Bulk airflow measurements in a large naturally ventilated atrium in a mild climate

In recent years, concerns about global warming and greenhouse gas emissions have motivated designers to reduce building energy consumption through the implementation of passive solutions without compromising users’ thermal comfort. This evidence has stimulated a renewed interest in designers for the exploitation of natural ventilation as means of passive cooling solutions. The adoption of ventilative cooling is particularly suitable for large spaces (non-residential buildings) as a measure to reduce the HVAC system high cooling loads. Due the inability to control and ensure a constant airflow rate through natural ventilation most of the times designers choice goes towards mixed-mode buildings. Mixed-mode buildings are designed in such a way that the HVAC system acts as backup to prevent uncomfortable conditions when natural ventilation is not sufficient to guarantee a comfortable environment.
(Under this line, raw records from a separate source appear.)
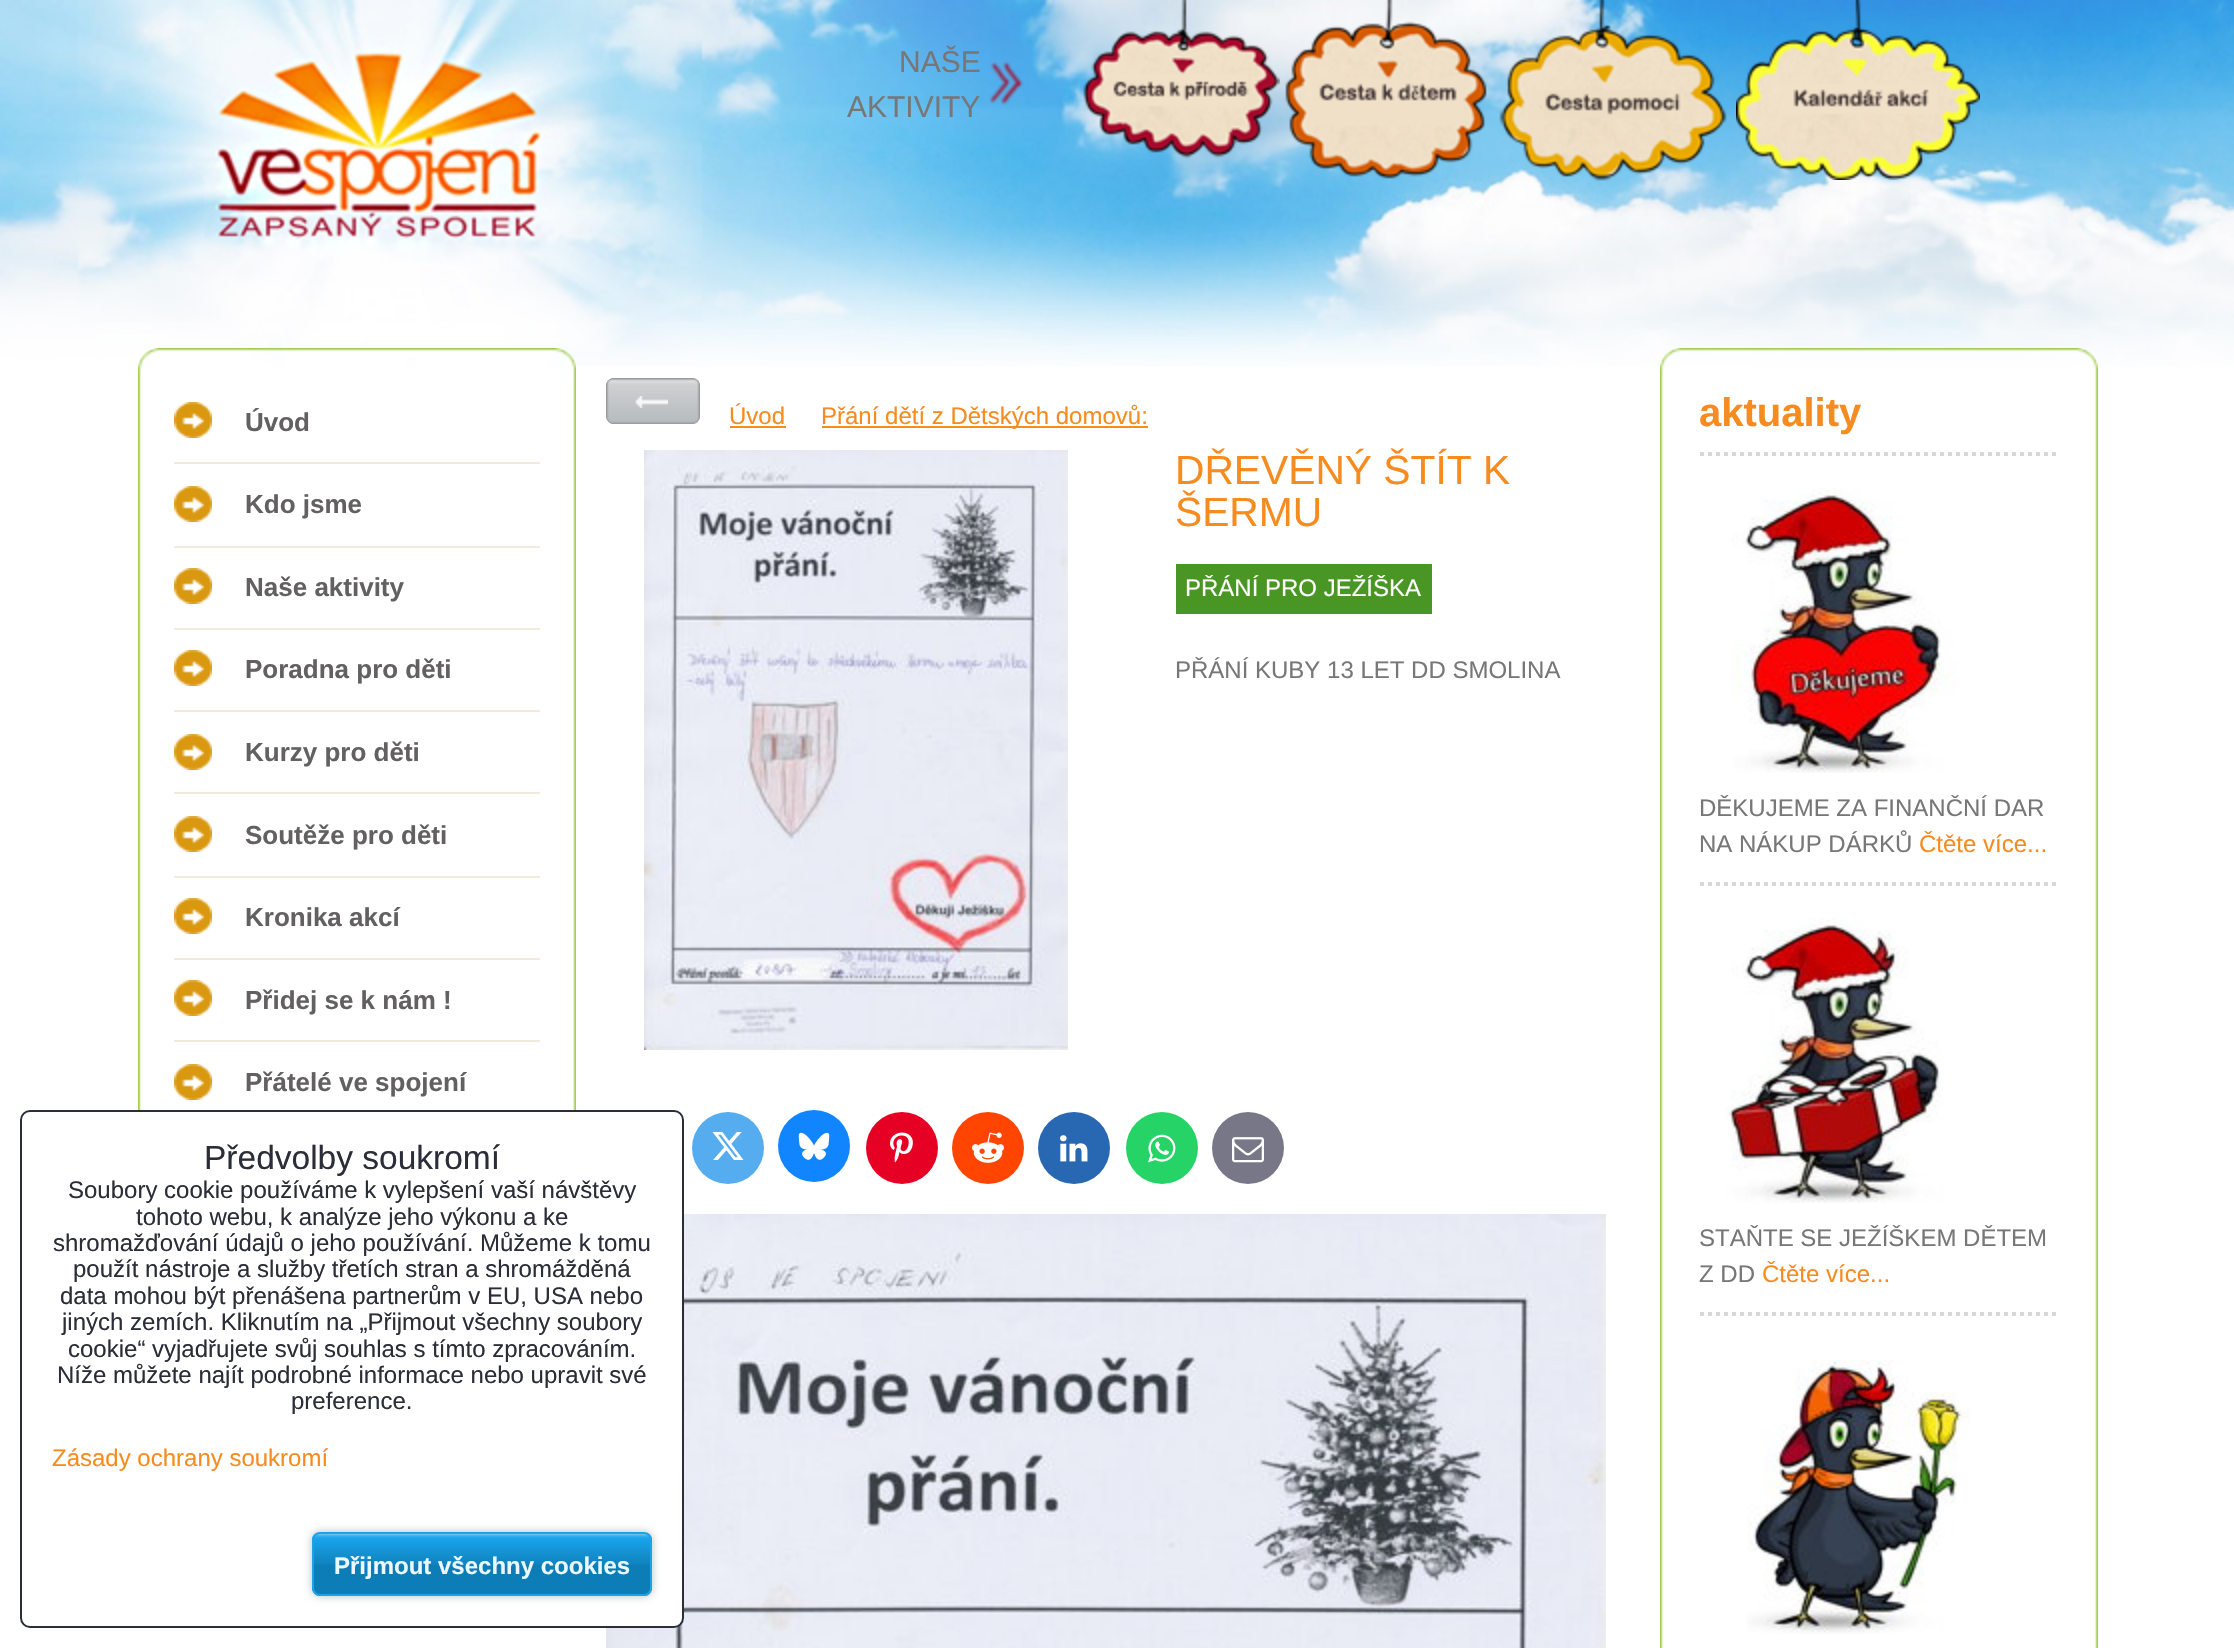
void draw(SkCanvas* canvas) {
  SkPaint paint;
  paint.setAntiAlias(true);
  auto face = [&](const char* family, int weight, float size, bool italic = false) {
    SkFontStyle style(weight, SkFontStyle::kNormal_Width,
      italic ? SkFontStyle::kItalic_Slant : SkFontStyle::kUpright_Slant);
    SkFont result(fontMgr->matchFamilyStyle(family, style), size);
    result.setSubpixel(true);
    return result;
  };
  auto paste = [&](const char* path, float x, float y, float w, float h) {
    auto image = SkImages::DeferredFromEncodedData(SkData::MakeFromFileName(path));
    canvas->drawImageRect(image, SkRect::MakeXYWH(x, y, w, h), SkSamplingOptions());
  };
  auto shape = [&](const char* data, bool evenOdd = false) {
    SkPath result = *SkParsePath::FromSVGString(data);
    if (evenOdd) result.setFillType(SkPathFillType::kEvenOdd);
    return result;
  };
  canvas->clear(0xffffffff);
  paste("img/1.png", 0, 0, 2234, 367);
  paste("img/2.png", 989, 61, 35, 44);
  paste("img/3.png", 1083, 0, 197, 159);
  paste("img/4.png", 1285, 0, 202, 179);
  paste("img/5.png", 1499, 0, 228, 181);
  paste("img/6.png", 1736, 0, 244, 180);
  paste("img/7.png", 138, 348, 438, 762);
  paste("img/8.png", 174, 402, 38, 36);
  paste("img/8.png", 174, 486, 38, 36);
  paint.setColor(0xfff2ebdd);
  canvas->drawRect(SkRect::MakeXYWH(174, 462, 366, 2), paint);
  paste("img/8.png", 174, 568, 38, 36);
  canvas->drawRect(SkRect::MakeXYWH(174, 546, 366, 2), paint);
  paste("img/8.png", 174, 650, 38, 36);
  canvas->drawRect(SkRect::MakeXYWH(174, 628, 366, 2), paint);
  paste("img/8.png", 174, 734, 38, 36);
  canvas->drawRect(SkRect::MakeXYWH(174, 710, 366, 2), paint);
  paste("img/8.png", 174, 816, 38, 36);
  canvas->drawRect(SkRect::MakeXYWH(174, 792, 366, 2), paint);
  paste("img/8.png", 174, 898, 38, 36);
  canvas->drawRect(SkRect::MakeXYWH(174, 876, 366, 2), paint);
  paste("img/8.png", 174, 980, 38, 36);
  canvas->drawRect(SkRect::MakeXYWH(174, 958, 366, 2), paint);
  paste("img/8.png", 174, 1064, 38, 36);
  canvas->drawRect(SkRect::MakeXYWH(174, 1040, 366, 2), paint);
  paint.setColor(0xff7d7d7d);
  canvas->drawRoundRect(SkRect::MakeXYWH(606, 378, 94, 46), 8, 8, paint);
  paste("img/9.png", 606, 378, 94, 46);
  paste("img/10.png", 635, 396, 33, 12);
  paint.setColor(0xfff68c1f);
  canvas->drawRect(SkRect::MakeXYWH(730, 426, 56, 2), paint);
  canvas->drawRect(SkRect::MakeXYWH(822, 426, 326, 2), paint);
  paste("img/11.png", 644, 450, 424, 600);
  paint.setColor(0xff4a9624);
  canvas->drawRect(SkRect::MakeXYWH(1176, 564, 256, 50), paint);
  paint.setColor(0xff55acee);
  canvas->drawCircle(728, 1148, 36, paint);
  paste("img/12.png", 712, 1132, 32, 28);
  paint.setColor(0xff1185fe);
  canvas->drawCircle(814, 1146, 36, paint);
  paste("img/13.png", 798, 1132, 32, 28);
  paint.setColor(0xffe60023);
  canvas->drawCircle(902, 1148, 36, paint);
  paste("img/14.png", 890, 1132, 23, 31);
  paint.setColor(0xffff4500);
  canvas->drawCircle(988, 1148, 36, paint);
  paste("img/15.png", 972, 1132, 32, 31);
  paint.setColor(0xff2867b2);
  canvas->drawCircle(1074, 1148, 36, paint);
  paste("img/16.png", 1060, 1135, 28, 27);
  paint.setColor(0xff25d366);
  canvas->drawCircle(1162, 1148, 36, paint);
  paste("img/17.png", 1148, 1134, 28, 29);
  paint.setColor(0xff777788);
  canvas->drawCircle(1248, 1148, 36, paint);
  paste("img/18.png", 1232, 1137, 32, 26);
  paste("img/19.png", 606, 1214, 1000, 434);
  paste("img/20.png", 1660, 348, 438, 1300);
  paint.setStroke(true);
  paint.setStrokeWidth(4);
  paint.setColor(0xffd8d8d8);
  paint.setPathEffect(SkDashPathEffect::Make({{4, 4}}, 0));
  canvas->drawPath(shape("M1700 454H2058"), paint);
  paint.setPathEffect(nullptr);
  paste("img/21.png", 1732, 488, 224, 285);
  paint.setPathEffect(SkDashPathEffect::Make({{4, 4}}, 0));
  canvas->drawPath(shape("M1700 884H2058"), paint);
  paint.setPathEffect(nullptr);
  paste("img/22.png", 1725, 918, 219, 285);
  paint.setPathEffect(SkDashPathEffect::Make({{4, 4}}, 0));
  canvas->drawPath(shape("M1700 1314H2058"), paint);
  paint.setPathEffect(nullptr);
  paste("img/23.png", 1747, 1360, 224, 274);
  paint.setStroke(false);
  paint.setColor(0xffffffff);
  canvas->drawRoundRect(SkRect::MakeXYWH(21, 1111, 662, 516), 9, 9, paint);
  paint.setStroke(true);
  paint.setStrokeWidth(2);
  paint.setColor(0xff2b2e38);
  canvas->drawRoundRect(SkRect::MakeXYWH(21, 1111, 662, 516), 9, 9, paint);
  paint.setStroke(false);
  paint.setColor(0xffb6bfc3);
  paint.setMaskFilter(SkMaskFilter::MakeBlur(kNormal_SkBlurStyle, 4));
  canvas->drawRoundRect(SkRect::MakeXYWH(312, 1532, 340, 64), 8, 8, paint);
  paint.setMaskFilter(nullptr);
  paste("img/24.png", 312, 1533, 340, 63);
  paint.setStroke(true);
  paint.setColor(0xff1da2e6);
  canvas->drawRoundRect(SkRect::MakeXYWH(313, 1533, 338, 62), 7, 7, paint);
  auto f0 = face("Liberation Sans", 400, 30);
  paint.setStroke(false);
  paint.setColor(0xff777777);
  canvas->drawString("NAŠE", 899, 72, f0, paint);
  canvas->drawString("AKTIVITY", 847, 117, f0, paint);
  auto f1 = face("Liberation Sans", 700, 26);
  paint.setColor(0xff626061);
  {
    const struct { const char* s; float x, y; } items[] = {
      {"Úvod", 245, 431},
      {"Kdo jsme", 245, 513},
      {"Naše aktivity", 245, 596},
      {"Poradna pro děti", 245, 678},
      {"Kurzy pro děti", 245, 761},
      {"Soutěže pro děti", 245, 844},
      {"Kronika akcí", 245, 926},
      {"Přidej se k nám !", 245, 1009},
      {"Přátelé ve spojení", 245, 1091},
    };
    for (auto [s, x, y] : items) {
      canvas->drawString(s, x, y, f1, paint);
    }
  }
  auto f2 = face("Liberation Sans", 400, 24);
  paint.setColor(0xfff68c1f);
  canvas->drawString("Úvod", 729, 424, f2, paint);
  canvas->drawString("Přání dětí z Dětských domovů:", 821, 424, f2, paint);
  auto f3 = face("Liberation Sans", 400, 40.75f);
  canvas->drawString("DŘEVĚNÝ ŠTÍT K", 1175, 484, f3, paint);
  canvas->drawString("ŠERMU", 1175, 526, f3, paint);
  paint.setColor(0xffffffff);
  canvas->drawString("PŘÁNÍ PRO JEŽÍŠKA", 1185, 596, f2, paint);
  paint.setColor(0xff777777);
  canvas->drawString("PŘÁNÍ KUBY 13 LET DD SMOLINA", 1175, 678, f2, paint);
  auto f4 = face("Liberation Sans", 700, 40);
  paint.setColor(0xfff68c1f);
  canvas->drawString("aktuality", 1699, 426, f4, paint);
  paint.setColor(0xff777777);
  canvas->drawString("DĚKUJEME ZA FINANČNÍ DAR", 1699, 816, f2, paint);
  canvas->drawString("NA NÁKUP DÁRKŮ", 1699, 852, f2, paint);
  paint.setColor(0xfff68c1f);
  canvas->drawString("Čtěte více...", 1919, 852, f2, paint);
  paint.setColor(0xff777777);
  canvas->drawString("STAŇTE SE JEŽÍŠKEM DĚTEM", 1699, 1246, f2, paint);
  canvas->drawString("Z DD", 1699, 1282, f2, paint);
  paint.setColor(0xfff68c1f);
  canvas->drawString("Čtěte více...", 1762, 1282, f2, paint);
  auto f5 = face("Liberation Sans", 400, 33.5f);
  paint.setColor(0xff2b2e38);
  canvas->drawString("Předvolby soukromí", 204, 1169, f5, paint);
  {
    const struct { const char* s; float x, y; } items[] = {
      {"Soubory cookie používáme k vylepšení vaší návštěvy", 68, 1198},
      {"tohoto webu, k analýze jeho výkonu a ke", 136, 1225},
      {"shromažďování údajů o jeho používání. Můžeme k tomu", 53, 1251},
      {"použít nástroje a služby třetích stran a shromážděná", 73, 1277},
      {"data mohou být přenášena partnerům v EU, USA nebo", 60, 1304},
      {"jiných zemích. Kliknutím na „Přijmout všechny soubory", 62, 1330},
      {"cookie“ vyjadřujete svůj souhlas s tímto zpracováním.", 68, 1357},
      {"Níže můžete najít podrobné informace nebo upravit své", 57, 1383},
      {"preference.", 291, 1409},
    };
    for (auto [s, x, y] : items) {
      canvas->drawString(s, x, y, f2, paint);
    }
  }
  paint.setColor(0xfff68c1f);
  canvas->drawString("Zásady ochrany soukromí", 52, 1466, f2, paint);
  auto f6 = face("Liberation Sans", 700, 24);
  paint.setColor(0xffecf8ff);
  canvas->drawString("Přijmout všechny cookies", 334, 1574, f6, paint);
}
Unfortunately, information about the actual performance of mixed-mode buildings is difficult to obtain due the difficulties to set up measurements in naturally ventilated buildings that highly depend on building geometry and outdoor conditions (weather, pollution and noise). This limitation leads designers to follow a traditional design approach based on mechanical air conditioned systems. With the aim of reducing the lack of information about the actual performance of mixed-mode non-residential buildings, this paper presents a full-scale bulk air flow measurements for a large naturally ventilated atrium in a mild climate. The methodology and the results presented in this paper refers at the first step of a more complete and complex work which aims at assessing the performance of the large mixed-mode atrium. The general performance of the atrium are tested through a long term measurement campaign which is indeed ongoing. The final aim is to quantify the effect of ventilative night cooling in term of cooling energy reduction and indoor thermal environment.